De Famalicão a Seide, seguindo os passos de Camilo no caminho por ele tantas vezes percorrido, ou seguindo os passos do romancista nos caminhos de papel da sua produção ficcional, é um dos lugares obrigatórios a igreja de S. Tiago de Antas. Foi lá que nós, grupo de professores em formação sobre a obra de Camilo Castelo Branco (Centro de Formação Júlio Brandão de Vila Nova de Famalicão), enquanto admirávamos a fachada gótica, na tarde quente de 16 de Julho, avistámos a chegada de um romeiro, acompanhado de um escravo negro. Era aquele Rui Gomes de Azevedo, o Senhor do Paço de Ninães, que, tantos anos depois, regressava do seu longo exílio por terras de África e de Ásia, para onde partira com o desgosto que Leonor Correia de Lacerda perfidamente lhe causou, ao aceitar o casamento com o primo João Esteves Cogominho. E quando o romeiro, informado pelo abade, seguiu caminho em direcção ao Solar de Pouve, habitado por Leonor Correia de Lacerda, viúva, entrevada e louca, cujo único liame que a prendia à vida era a esperança de voltar a ver Rui e obter o seu perdão, seguimos os seus passos. Junto ao Solar de Pouve ouvimos os gritos de agonia que precederam o último suspiro da fidalga, ao reconhecer Rui Gomes de Azevedo. Derivando da estrada de Ceide, e continuando na rota da leitura do Senhor do Paço de Ninães, fomos a Abade de Vermoim, em cujo cemitério se encontra, segundo Camilo, o túmulo de Leonor Correia de Lacerda, ao lado do de seu odiado marido, João Esteves Cogominho. E, enquanto observávamos as históricas sepulturas, ouvimos, no adro da igreja, um vagir de criança: era aquele enjeitadinho que a tia Bernabé tecedeira encontrou num embrulho, debaixo de uma oliveira, na novela O Comendador; vimos o padre sair da residência, praguejando contra o frio e contra a mãe desnaturada que abandonara a cria; assistimos ao baptismo da criança, que se chamou Belchior e que, muitos anos mais tarde, ali regressou do Brasil, já comendador, para ver a sua amada Maria Ruiva e o seu filho homónimo; assistimos ao emocionante reencontro e à bênção sagrada da união de Belchior com Maria.

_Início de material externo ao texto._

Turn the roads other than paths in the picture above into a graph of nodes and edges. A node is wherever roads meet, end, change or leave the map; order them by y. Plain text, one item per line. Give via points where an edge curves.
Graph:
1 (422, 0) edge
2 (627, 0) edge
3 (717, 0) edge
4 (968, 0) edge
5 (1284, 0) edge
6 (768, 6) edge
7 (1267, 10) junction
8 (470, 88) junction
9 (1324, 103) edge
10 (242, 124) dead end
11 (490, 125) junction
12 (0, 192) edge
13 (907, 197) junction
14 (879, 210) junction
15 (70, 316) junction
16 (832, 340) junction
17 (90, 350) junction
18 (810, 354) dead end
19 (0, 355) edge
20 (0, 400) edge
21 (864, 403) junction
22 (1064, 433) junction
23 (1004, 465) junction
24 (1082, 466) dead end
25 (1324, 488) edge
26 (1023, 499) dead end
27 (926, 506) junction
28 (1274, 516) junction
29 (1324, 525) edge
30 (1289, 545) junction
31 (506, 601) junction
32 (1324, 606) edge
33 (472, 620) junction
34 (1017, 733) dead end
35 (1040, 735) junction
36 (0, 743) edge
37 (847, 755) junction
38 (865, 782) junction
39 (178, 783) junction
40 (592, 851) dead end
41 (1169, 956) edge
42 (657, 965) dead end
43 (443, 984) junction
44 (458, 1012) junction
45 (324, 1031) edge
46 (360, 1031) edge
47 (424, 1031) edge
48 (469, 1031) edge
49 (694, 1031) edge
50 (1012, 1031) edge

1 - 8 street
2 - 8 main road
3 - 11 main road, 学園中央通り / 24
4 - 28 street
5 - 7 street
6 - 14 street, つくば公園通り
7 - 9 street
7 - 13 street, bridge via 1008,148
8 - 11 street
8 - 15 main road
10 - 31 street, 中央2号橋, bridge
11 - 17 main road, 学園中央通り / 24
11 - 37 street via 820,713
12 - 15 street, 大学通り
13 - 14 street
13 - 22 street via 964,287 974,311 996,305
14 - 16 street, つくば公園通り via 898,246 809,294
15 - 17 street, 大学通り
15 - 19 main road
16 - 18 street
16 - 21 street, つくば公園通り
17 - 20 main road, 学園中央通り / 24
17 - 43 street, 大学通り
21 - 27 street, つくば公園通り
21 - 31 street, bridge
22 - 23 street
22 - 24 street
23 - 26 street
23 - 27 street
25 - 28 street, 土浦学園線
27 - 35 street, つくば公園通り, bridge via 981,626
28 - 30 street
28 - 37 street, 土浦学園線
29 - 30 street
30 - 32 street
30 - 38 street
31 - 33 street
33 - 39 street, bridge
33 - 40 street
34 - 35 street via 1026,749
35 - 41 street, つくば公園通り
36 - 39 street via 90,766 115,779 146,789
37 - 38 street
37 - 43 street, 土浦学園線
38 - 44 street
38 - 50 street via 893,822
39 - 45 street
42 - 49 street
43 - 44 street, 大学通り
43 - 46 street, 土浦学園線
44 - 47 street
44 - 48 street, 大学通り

Retomado o caminho de Ceide, parámos em frente à igreja; foi o próprio Camilo que saiu ao largo para nos mostrar, em tom de chalaça, nos Ecos Humorísticos do Minho, a inscrição em pedra por cima da porta principal, a imortalizar o autor das obras de reedificação do templo – o mestre pedreiro Malbario…
E dali descemos a um recanto bucólico nas margens do rio Pele, cujas águas sussurrantes nos contaram ao ouvido a história de Maria Moisés, uma das “personagens de ao pé da porta”, segundo Veloso de Araújo (cf. “Camilo em San-Miguel-de-Seide”). De novo na estrada de Seide, seguimos caminho até Ruivães, onde a Casa do Areeiro faz palpitar de realidade as páginas do conto “Aquela Casa Triste”. Ainda em Ruivães, retomámos o caminho da leitura do Senhor do Paço de Ninães, e, junto à quinta da Carvalheira, onde outrora as ruínas do Paço de Roboredo faziam Camilo imaginar o esplendor dos Senhores de Farelães, juraríamos ter visto Leonor Correia de Lacerda dentro do tronco oco da prodigiosa carvalheira que causou admiração ao arcebispo D. Frei Bartolomeu dos Mártires – pura ilusão, porque da carvalheira, que Camilo diz ainda ter conhecido, já não resta senão o lugar e o nome.
A viagem sentimental à roda da casa de Seide terminou em Landim, em cujo mosteiro terminou também, na imaginação de Camilo, o peregrinar daquele penitente que foi Rui Gomes de Azevedo, Senhor do Paço de Ninães.
Pode viajar à roda do seu quarto o leitor de Camilo, percorrendo, na imaginação, os caminhos de papel da sua maravilhosa ficção; mas, se puder, viaje à volta da casa de Ceide, por essa realidade que Camilo captou e transformou em arte. Assim, esses lugares cobrem-se da aura sentimental e literária que o mestre lhes deu e as páginas do mestre ganham um sentido real e concreto que permanece como um dos encantos maiores da sua obra.